■ Your instructions: All of the listing must be given again exactly, except that the images are dropped.

■ Supplied data:

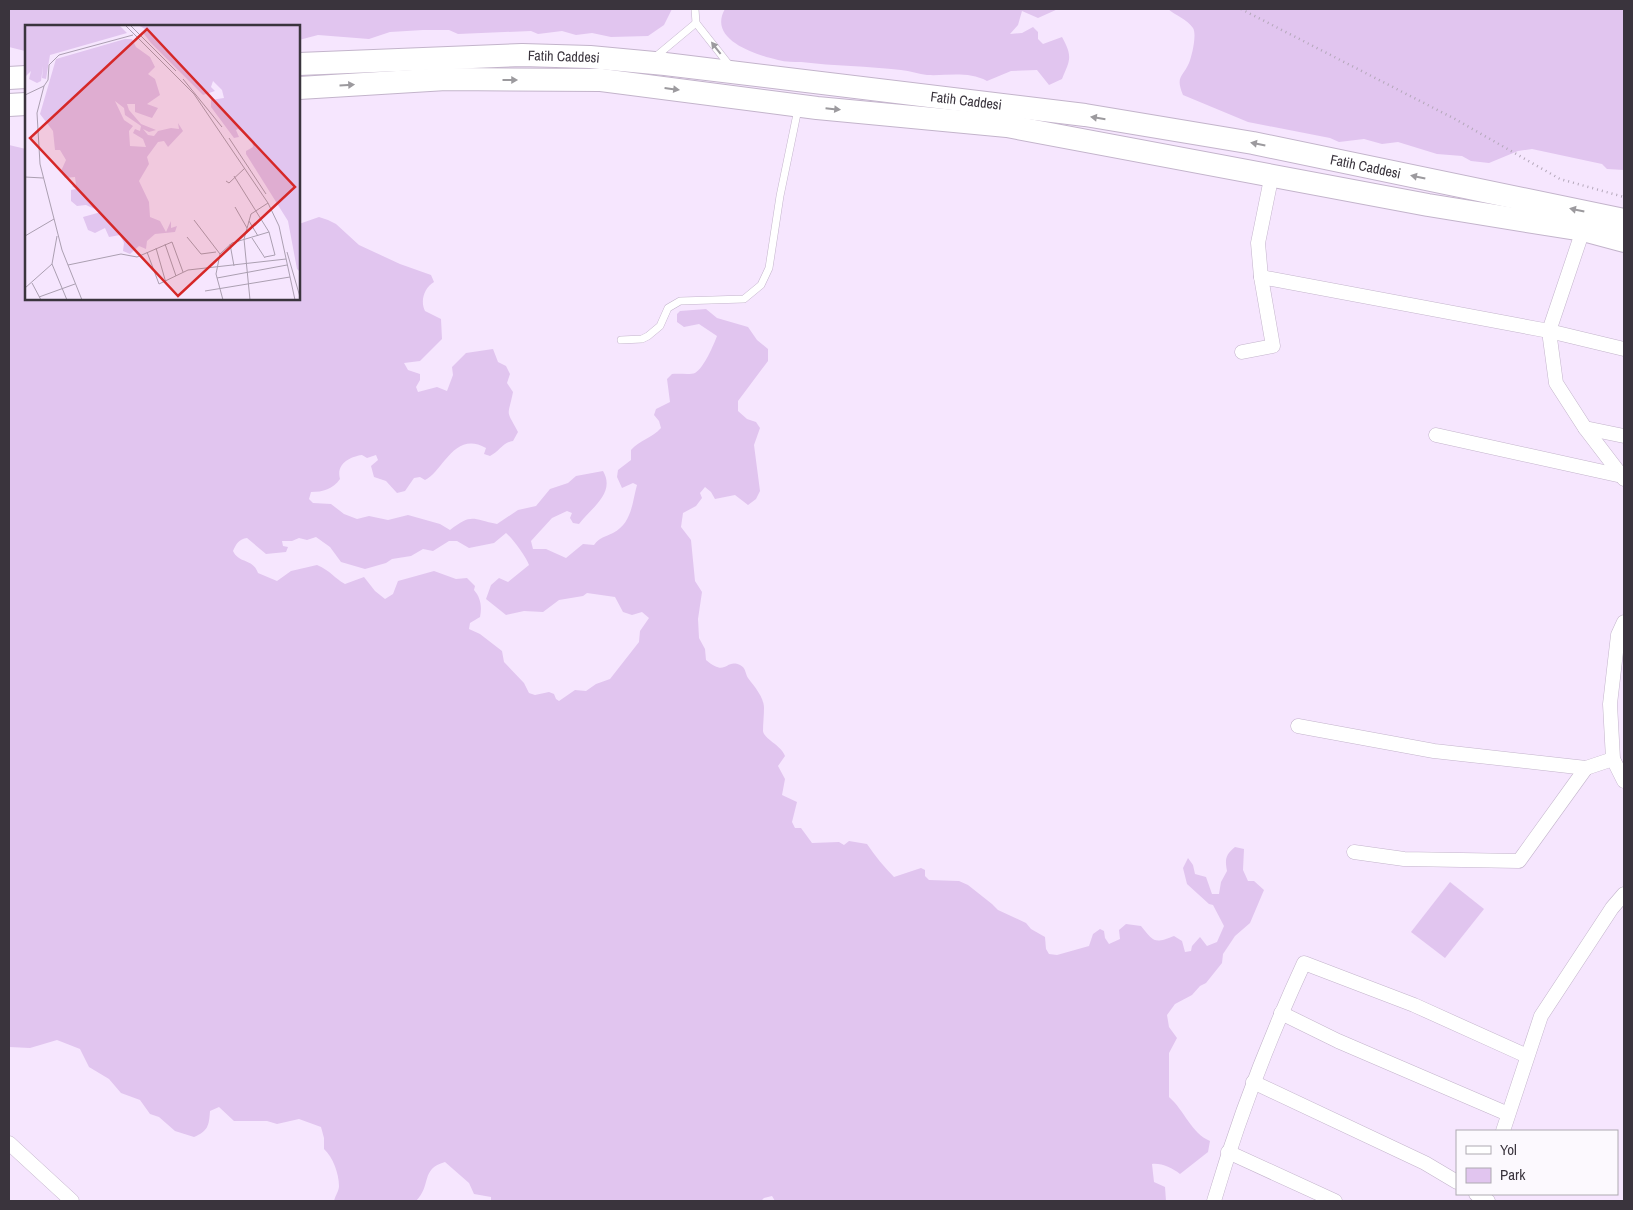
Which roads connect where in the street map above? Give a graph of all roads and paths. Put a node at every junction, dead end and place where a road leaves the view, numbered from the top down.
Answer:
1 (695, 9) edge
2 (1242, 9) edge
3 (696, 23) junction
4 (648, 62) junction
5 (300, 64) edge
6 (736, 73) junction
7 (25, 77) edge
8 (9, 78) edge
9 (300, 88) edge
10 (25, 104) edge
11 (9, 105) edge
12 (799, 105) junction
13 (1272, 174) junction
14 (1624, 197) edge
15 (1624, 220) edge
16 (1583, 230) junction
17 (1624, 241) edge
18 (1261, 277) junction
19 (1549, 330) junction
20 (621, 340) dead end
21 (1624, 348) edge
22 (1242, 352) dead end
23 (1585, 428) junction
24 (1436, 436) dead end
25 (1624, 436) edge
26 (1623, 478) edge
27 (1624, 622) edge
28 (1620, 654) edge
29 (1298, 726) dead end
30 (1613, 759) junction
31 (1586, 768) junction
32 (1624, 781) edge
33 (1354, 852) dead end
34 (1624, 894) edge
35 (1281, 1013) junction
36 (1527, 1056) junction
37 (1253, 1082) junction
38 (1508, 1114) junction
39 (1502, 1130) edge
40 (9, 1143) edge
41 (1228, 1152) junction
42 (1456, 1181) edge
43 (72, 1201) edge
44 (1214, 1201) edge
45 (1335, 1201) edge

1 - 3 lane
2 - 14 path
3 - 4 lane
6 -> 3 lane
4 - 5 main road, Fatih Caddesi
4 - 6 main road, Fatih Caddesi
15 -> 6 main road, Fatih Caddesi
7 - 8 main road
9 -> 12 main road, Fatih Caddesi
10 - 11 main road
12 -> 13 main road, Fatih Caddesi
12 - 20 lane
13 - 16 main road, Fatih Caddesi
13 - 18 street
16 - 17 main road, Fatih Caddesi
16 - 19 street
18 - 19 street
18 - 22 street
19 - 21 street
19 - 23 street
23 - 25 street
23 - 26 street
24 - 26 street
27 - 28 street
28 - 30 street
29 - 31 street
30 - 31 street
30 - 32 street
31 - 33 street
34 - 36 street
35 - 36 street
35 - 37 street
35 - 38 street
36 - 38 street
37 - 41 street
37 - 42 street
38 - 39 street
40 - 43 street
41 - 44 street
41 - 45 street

■ Response below:
Which roads connect where in the street map above? Give a graph of all roads and paths. Put a node at every junction, dead end and place where a road leaves the view, numbered from the top down.
Answer:
1 (695, 9) edge
2 (1242, 9) edge
3 (696, 23) junction
4 (648, 62) junction
5 (300, 64) edge
6 (736, 73) junction
7 (25, 77) edge
8 (9, 78) edge
9 (300, 88) edge
10 (25, 104) edge
11 (9, 105) edge
12 (799, 105) junction
13 (1272, 174) junction
14 (1624, 197) edge
15 (1624, 220) edge
16 (1583, 230) junction
17 (1624, 241) edge
18 (1261, 277) junction
19 (1549, 330) junction
20 (621, 340) dead end
21 (1624, 348) edge
22 (1242, 352) dead end
23 (1585, 428) junction
24 (1436, 436) dead end
25 (1624, 436) edge
26 (1623, 478) edge
27 (1624, 622) edge
28 (1620, 654) edge
29 (1298, 726) dead end
30 (1613, 759) junction
31 (1586, 768) junction
32 (1624, 781) edge
33 (1354, 852) dead end
34 (1624, 894) edge
35 (1281, 1013) junction
36 (1527, 1056) junction
37 (1253, 1082) junction
38 (1508, 1114) junction
39 (1502, 1130) edge
40 (9, 1143) edge
41 (1228, 1152) junction
42 (1456, 1181) edge
43 (72, 1201) edge
44 (1214, 1201) edge
45 (1335, 1201) edge

1 - 3 lane
2 - 14 path
3 - 4 lane
6 -> 3 lane
4 - 5 main road, Fatih Caddesi
4 - 6 main road, Fatih Caddesi
15 -> 6 main road, Fatih Caddesi
7 - 8 main road
9 -> 12 main road, Fatih Caddesi
10 - 11 main road
12 -> 13 main road, Fatih Caddesi
12 - 20 lane
13 - 16 main road, Fatih Caddesi
13 - 18 street
16 - 17 main road, Fatih Caddesi
16 - 19 street
18 - 19 street
18 - 22 street
19 - 21 street
19 - 23 street
23 - 25 street
23 - 26 street
24 - 26 street
27 - 28 street
28 - 30 street
29 - 31 street
30 - 31 street
30 - 32 street
31 - 33 street
34 - 36 street
35 - 36 street
35 - 37 street
35 - 38 street
36 - 38 street
37 - 41 street
37 - 42 street
38 - 39 street
40 - 43 street
41 - 44 street
41 - 45 street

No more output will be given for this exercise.